A molecular signature of lung-resident CD8+ T cells elicited by subunit vaccination

Natural infection as well as vaccination with live or attenuated viruses elicit tissue resident, CD8(+) memory T cell (Trm) response. Trm cells so elicited act quickly upon reencounter with the priming agent to protect the host. These Trm cells express a unique molecular signature driven by the master regulators-Runx3 and Hobit. We previously reported that intranasal instillation of a subunit vaccine in a prime boost vaccination regimen installed quick-acting, CD8(+) Trm cells in the lungs that protected against lethal vaccinia virus challenge. It remains unexplored whether CD8(+) Trm responses so elicited are driven by a similar molecular signature as those elicited by microbes in a real infection or by live, attenuated pathogens in conventional vaccination.

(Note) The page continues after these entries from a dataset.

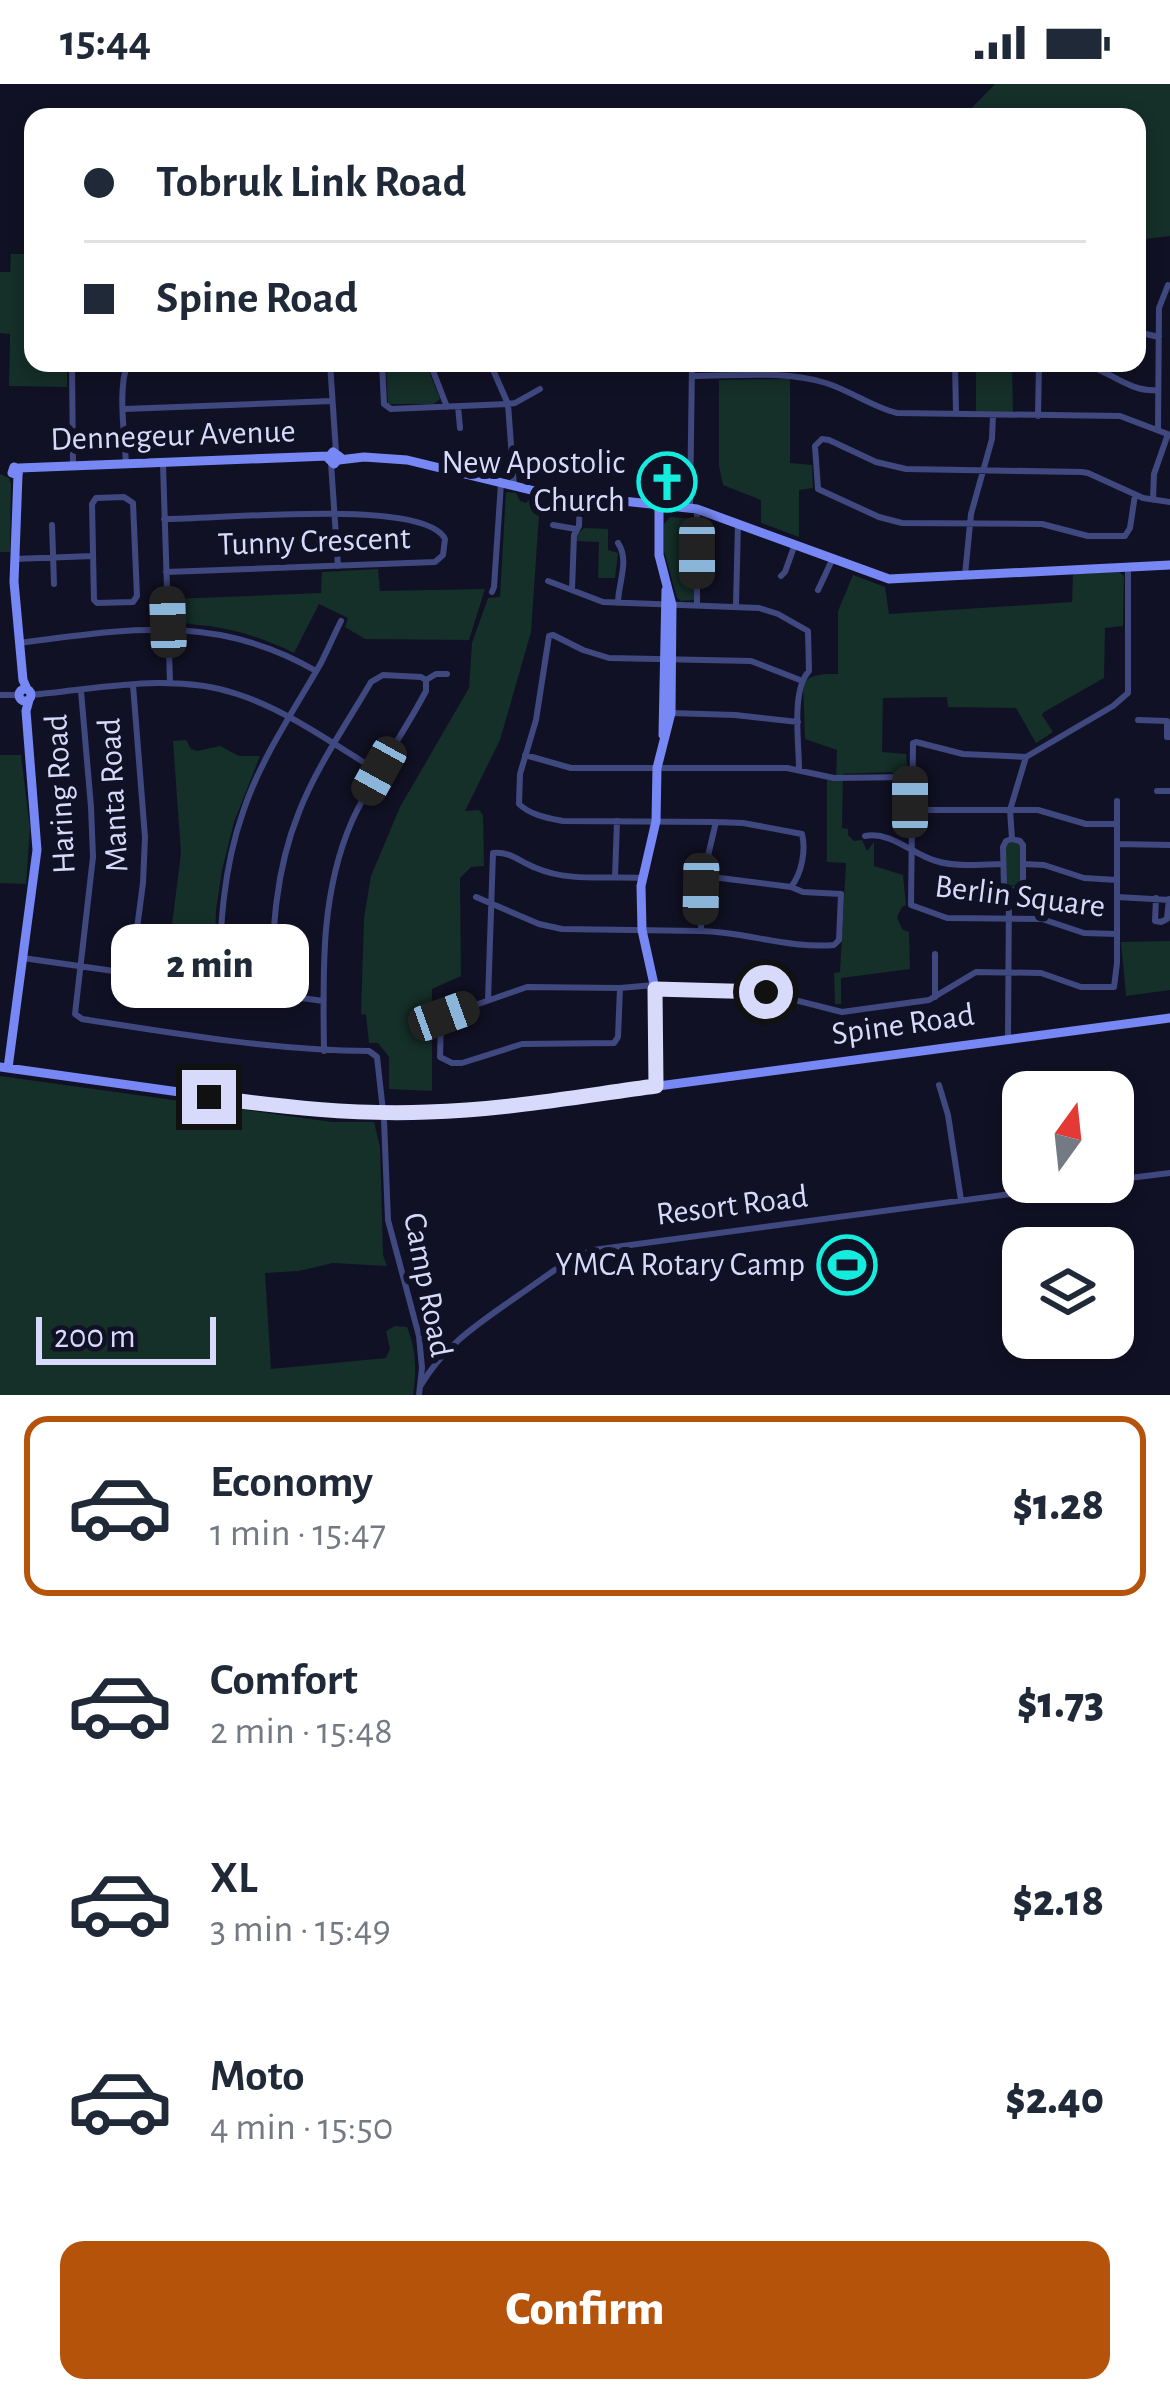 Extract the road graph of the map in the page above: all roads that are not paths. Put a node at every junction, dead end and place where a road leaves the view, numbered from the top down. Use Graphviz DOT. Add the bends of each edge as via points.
graph roads {
  1 [pos="1168,285"];
  2 [pos="1146,334"];
  3 [pos="1159,337"];
  4 [pos="72,372"];
  5 [pos="124,372"];
  6 [pos="330,372"];
  7 [pos="382,372"];
  8 [pos="433,372"];
  9 [pos="494,372"];
  10 [pos="692,372"];
  11 [pos="806,372"];
  12 [pos="955,372"];
  13 [pos="1039,372"];
  14 [pos="1107,372"];
  15 [pos="692,376"];
  16 [pos="806,378"];
  17 [pos="540,389"];
  18 [pos="1158,389"];
  19 [pos="332,401"];
  20 [pos="508,404"];
  21 [pos="458,406"];
  22 [pos="447,407"];
  23 [pos="124,409"];
  24 [pos="956,415"];
  25 [pos="993,415"];
  26 [pos="1038,416"];
  27 [pos="460,428"];
  28 [pos="1158,430"];
  29 [pos="1169,434"];
  30 [pos="334,459"];
  31 [pos="163,464"];
  32 [pos="126,465"];
  33 [pos="73,467"];
  34 [pos="983,469"];
  35 [pos="16,473"];
  36 [pos="501,483"];
  37 [pos="514,486"];
  38 [pos="1135,495"];
  39 [pos="580,496"];
  40 [pos="1153,500"];
  41 [pos="1170,502"];
  42 [pos="659,506"];
  43 [pos="693,509"];
  44 [pos="336,514"];
  45 [pos="164,519"];
  46 [pos="738,523"];
  47 [pos="969,524"];
  48 [pos="52,525"];
  49 [pos="553,525"];
  50 [pos="576,529"];
  51 [pos="618,543"];
  52 [pos="795,544"];
  53 [pos="93,556"];
  54 [pos="53,557"];
  55 [pos="832,558"];
  56 [pos="15,559"];
  57 [pos="1170,565"];
  58 [pos="338,566"];
  59 [pos="1128,566"];
  60 [pos="166,572"];
  61 [pos="965,574"];
  62 [pos="781,576"];
  63 [pos="548,581"];
  64 [pos="54,584"];
  65 [pos="572,590"];
  66 [pos="818,590"];
  67 [pos="491,592"];
  68 [pos="618,604"];
  69 [pos="668,605"];
  70 [pos="697,605"];
  71 [pos="736,605"];
  72 [pos="341,621"];
  73 [pos="168,629"];
  74 [pos="20,643"];
  75 [pos="667,659"];
  76 [pos="316,671"];
  77 [pos="447,674"];
  78 [pos="426,680"];
  79 [pos="800,680"];
  80 [pos="170,683"];
  81 [pos="133,686"];
  82 [pos="81,691"];
  83 [pos="0,695"];
  84 [pos="25,695"];
  85 [pos="671,713"];
  86 [pos="289,717"];
  87 [pos="1138,720"];
  88 [pos="799,722"];
  89 [pos="1168,737"];
  90 [pos="664,740"];
  91 [pos="334,744"];
  92 [pos="525,755"];
  93 [pos="1025,757"];
  94 [pos="657,768"];
  95 [pos="799,769"];
  96 [pos="379,771"];
  97 [pos="910,777"];
  98 [pos="1157,791"];
  99 [pos="1170,791"];
  100 [pos="1117,801"];
  101 [pos="910,810"];
  102 [pos="1010,810"];
  103 [pos="617,820"];
  104 [pos="656,821"];
  105 [pos="716,822"];
  106 [pos="1117,824"];
  107 [pos="866,836"];
  108 [pos="1012,839"];
  109 [pos="1117,844"];
  110 [pos="1170,845"];
  111 [pos="910,850"];
  112 [pos="1003,864"];
  113 [pos="1023,864"];
  114 [pos="704,876"];
  115 [pos="615,877"];
  116 [pos="641,878"];
  117 [pos="1117,880"];
  118 [pos="791,886"];
  119 [pos="1010,890"];
  120 [pos="476,897"];
  121 [pos="1117,897"];
  122 [pos="1156,898"];
  123 [pos="1169,900"];
  124 [pos="491,902"];
  125 [pos="1009,918"];
  126 [pos="642,930"];
  127 [pos="701,931"];
  128 [pos="1117,934"];
  129 [pos="935,954"];
  130 [pos="23,958"];
  131 [pos="78,966"];
  132 [pos="1008,973"];
  133 [pos="131,974"];
  134 [pos="218,986"];
  135 [pos="655,987"];
  136 [pos="620,988"];
  137 [pos="272,994"];
  138 [pos="935,997"];
  139 [pos="488,1000"];
  140 [pos="323,1001"];
  141 [pos="1170,1018"];
  142 [pos="1008,1038"];
  143 [pos="324,1051"];
  144 [pos="4,1068"];
  145 [pos="939,1085"];
  146 [pos="656,1086"];
  147 [pos="382,1113"];
  148 [pos="1170,1173"];
  149 [pos="1134,1177"];
  150 [pos="1002,1195"];
  151 [pos="961,1200"];
  152 [pos="421,1348"];
  153 [pos="442,1354"];
  154 [pos="419,1392"];
  1 -- 3 [label="street"];
  2 -- 3 [label="street"];
  3 -- 18 [label="street"];
  4 -- 33 [label="street"];
  5 -- 23 [label="street"];
  6 -- 19 [label="street"];
  7 -- 22 [label="street" via="387,408"];
  8 -- 22 [label="street"];
  9 -- 20 [label="street"];
  10 -- 15 [label="street"];
  11 -- 16 [label="street"];
  12 -- 24 [label="street"];
  13 -- 26 [label="street"];
  14 -- 18 [label="street"];
  15 -- 16 [label="street"];
  15 -- 43 [label="street"];
  16 -- 24 [label="street" via="886,411"];
  17 -- 20 [label="street"];
  18 -- 28 [label="street"];
  19 -- 23 [label="street"];
  19 -- 30 [label="street"];
  20 -- 21 [label="street"];
  20 -- 37 [label="street"];
  21 -- 22 [label="street"];
  21 -- 27 [label="street"];
  23 -- 32 [label="street"];
  24 -- 25 [label="street"];
  25 -- 26 [label="street"];
  25 -- 34 [label="street"];
  26 -- 28 [label="street" via="1120,416"];
  28 -- 29 [label="street"];
  29 -- 40 [label="street"];
  30 -- 31 [label="street, Dennegeur Avenue"];
  30 -- 36 [label="street, Dennegeur Avenue" via="407,460"];
  30 -- 44 [label="street"];
  31 -- 32 [label="street, Dennegeur Avenue"];
  31 -- 45 [label="street"];
  32 -- 33 [label="street, Dennegeur Avenue"];
  33 -- 35 [label="street, Dennegeur Avenue"];
  34 -- 38 [label="street" via="1082,472"];
  34 -- 47 [label="street"];
  34 -- 47 [label="street" via="897,468 829,440 815,446 823,493 888,520"];
  35 -- 56 [label="street"];
  36 -- 37 [label="street, Dennegeur Avenue"];
  36 -- 67 [label="street"];
  37 -- 39 [label="street, Dennegeur Avenue"];
  38 -- 40 [label="street"];
  38 -- 47 [label="street" via="1125,536"];
  39 -- 42 [label="street, Dennegeur Avenue"];
  39 -- 50 [label="street"];
  40 -- 41 [label="street"];
  42 -- 43 [label="street, Dennegeur Avenue"];
  42 -- 69 [label="street"];
  43 -- 46 [label="street, Dennegeur Avenue"];
  43 -- 70 [label="street"];
  44 -- 45 [label="street, Tunny Crescent"];
  44 -- 58 [label="street"];
  44 -- 58 [label="street, Tunny Crescent" via="423,523 446,539 435,562"];
  45 -- 60 [label="street"];
  46 -- 52 [label="street, Dennegeur Avenue"];
  46 -- 71 [label="street"];
  47 -- 61 [label="street"];
  48 -- 54 [label="street"];
  49 -- 50 [label="street"];
  50 -- 65 [label="street"];
  51 -- 68 [label="street"];
  52 -- 55 [label="street, Dennegeur Avenue"];
  52 -- 62 [label="street"];
  53 -- 53 [label="street" via="93,501 130,498 135,600 95,602"];
  53 -- 54 [label="street"];
  54 -- 56 [label="street"];
  54 -- 64 [label="street"];
  55 -- 61 [label="street, Dennegeur Avenue" via="890,579"];
  55 -- 66 [label="street"];
  56 -- 74 [label="street"];
  57 -- 59 [label="street, Dennegeur Avenue"];
  58 -- 60 [label="street, Tunny Crescent"];
  59 -- 61 [label="street, Dennegeur Avenue"];
  59 -- 93 [label="street" via="1127,695"];
  60 -- 73 [label="street"];
  63 -- 65 [label="street"];
  65 -- 68 [label="street"];
  68 -- 69 [label="street"];
  69 -- 70 [label="street"];
  69 -- 75 [label="street"];
  70 -- 71 [label="street"];
  71 -- 79 [label="street" via="808,631 809,671"];
  72 -- 76 [label="street"];
  73 -- 74 [label="street"];
  73 -- 76 [label="street" via="245,639"];
  73 -- 80 [label="street"];
  74 -- 84 [label="street"];
  75 -- 79 [label="street" via="751,661"];
  75 -- 85 [label="street"];
  75 -- 90 [label="street"];
  75 -- 92 [label="street" via="609,658 547,638"];
  76 -- 86 [label="street"];
  77 -- 78 [label="street"];
  78 -- 91 [label="street" via="374,679"];
  78 -- 96 [label="street"];
  79 -- 88 [label="street"];
  80 -- 81 [label="street"];
  80 -- 86 [label="street" via="237,694"];
  81 -- 82 [label="street"];
  81 -- 133 [label="street, Manta Road" via="145,838"];
  82 -- 84 [label="street"];
  82 -- 131 [label="street, Haring Road" via="93,857"];
  83 -- 84 [label="street"];
  84 -- 130 [label="street" via="37,850"];
  85 -- 88 [label="street"];
  85 -- 90 [label="street"];
  86 -- 91 [label="street"];
  86 -- 134 [label="street" via="234,841"];
  87 -- 89 [label="street" via="1167,721"];
  88 -- 95 [label="street"];
  90 -- 94 [label="street"];
  91 -- 96 [label="street"];
  91 -- 137 [label="street" via="299,811 279,880"];
  92 -- 94 [label="street" via="571,767"];
  92 -- 103 [label="street" via="519,804 563,821"];
  93 -- 97 [label="street, Berlin Square" via="916,742"];
  93 -- 102 [label="street"];
  94 -- 95 [label="street"];
  94 -- 104 [label="street"];
  95 -- 97 [label="street" via="834,778"];
  96 -- 140 [label="street" via="333,879"];
  97 -- 101 [label="street, Berlin Square"];
  98 -- 99 [label="street"];
  100 -- 106 [label="street, Berlin Square"];
  101 -- 102 [label="street"];
  101 -- 111 [label="street, Berlin Square"];
  102 -- 106 [label="street"];
  102 -- 108 [label="street"];
  103 -- 104 [label="street"];
  103 -- 115 [label="street"];
  104 -- 105 [label="street"];
  104 -- 116 [label="street"];
  105 -- 114 [label="street"];
  105 -- 118 [label="street" via="802,833"];
  106 -- 109 [label="street, Berlin Square"];
  107 -- 111 [label="street"];
  108 -- 112 [label="street"];
  108 -- 113 [label="street" via="1023,845"];
  109 -- 110 [label="street"];
  109 -- 117 [label="street, Berlin Square"];
  111 -- 112 [label="street" via="942,863"];
  111 -- 125 [label="street, Berlin Square" via="911,905 947,918"];
  112 -- 119 [label="street"];
  113 -- 117 [label="street"];
  113 -- 119 [label="street" via="1022,886"];
  114 -- 118 [label="street"];
  114 -- 127 [label="street"];
  115 -- 116 [label="street"];
  115 -- 124 [label="street" via="555,874 498,851"];
  116 -- 126 [label="street"];
  117 -- 121 [label="street, Berlin Square"];
  118 -- 127 [label="street" via="842,894 837,944"];
  119 -- 125 [label="street"];
  120 -- 124 [label="street"];
  121 -- 122 [label="street"];
  121 -- 128 [label="street, Berlin Square"];
  122 -- 123 [label="street"];
  122 -- 123 [label="street" via="1161,922"];
  124 -- 126 [label="street" via="562,929"];
  124 -- 139 [label="street"];
  125 -- 128 [label="street, Berlin Square"];
  125 -- 132 [label="street"];
  126 -- 127 [label="street"];
  126 -- 135 [label="street"];
  128 -- 132 [label="street" via="1114,987"];
  129 -- 138 [label="street"];
  130 -- 131 [label="street"];
  130 -- 144 [label="street"];
  131 -- 133 [label="street"];
  131 -- 143 [label="street, Haring Road" via="74,1011 82,1019"];
  132 -- 138 [label="street" via="973,973"];
  132 -- 142 [label="street"];
  133 -- 134 [label="street"];
  134 -- 137 [label="street"];
  135 -- 136 [label="street"];
  135 -- 138 [label="street" via="760,991 842,1012"];
  135 -- 146 [label="street"];
  136 -- 139 [label="street" via="527,987"];
  136 -- 139 [label="street" via="614,1042 522,1044 462,1063 440,1058 441,1018"];
  137 -- 140 [label="street"];
  140 -- 143 [label="street"];
  141 -- 142 [label="street, Spine Road"];
  142 -- 146 [label="street, Spine Road"];
  143 -- 147 [label="street, Camp Road" via="377,1057"];
  144 -- 147 [label="street, Spine Road"];
  145 -- 151 [label="street"];
  146 -- 147 [label="street, Spine Road"];
  147 -- 152 [label="street, Camp Road" via="390,1234"];
  148 -- 149 [label="street"];
  150 -- 151 [label="street, Resort Road"];
  151 -- 153 [label="street, Resort Road" via="592,1250"];
  152 -- 153 [label="street" via="428,1357"];
  152 -- 154 [label="street, Camp Road"];
  153 -- 154 [label="street, Resort Road"];
}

We found that distinct molecular signatures distinguished subunit vaccine-elicited lung interstitial CD8(+) Trm cells from subunit vaccine-elicited CD8(+) effector memory and splenic memory T cells. Nonetheless, the transcriptome signature of subunit vaccine elicited CD8(+) Trm resembled those elicited by virus infection or vaccination. Clues to the basis of tissue residence and function of vaccine specific CD8(+) Trm cells were found in transcripts that code for chemokines and chemokine receptors, purinergic receptors, and adhesins when compared to CD8(+) effector and splenic memory T cells. Our findings inform the utility of protein-based subunit vaccination for installing CD8(+) Trm cells in the lungs to protect against respiratory infectious diseases that plague humankind.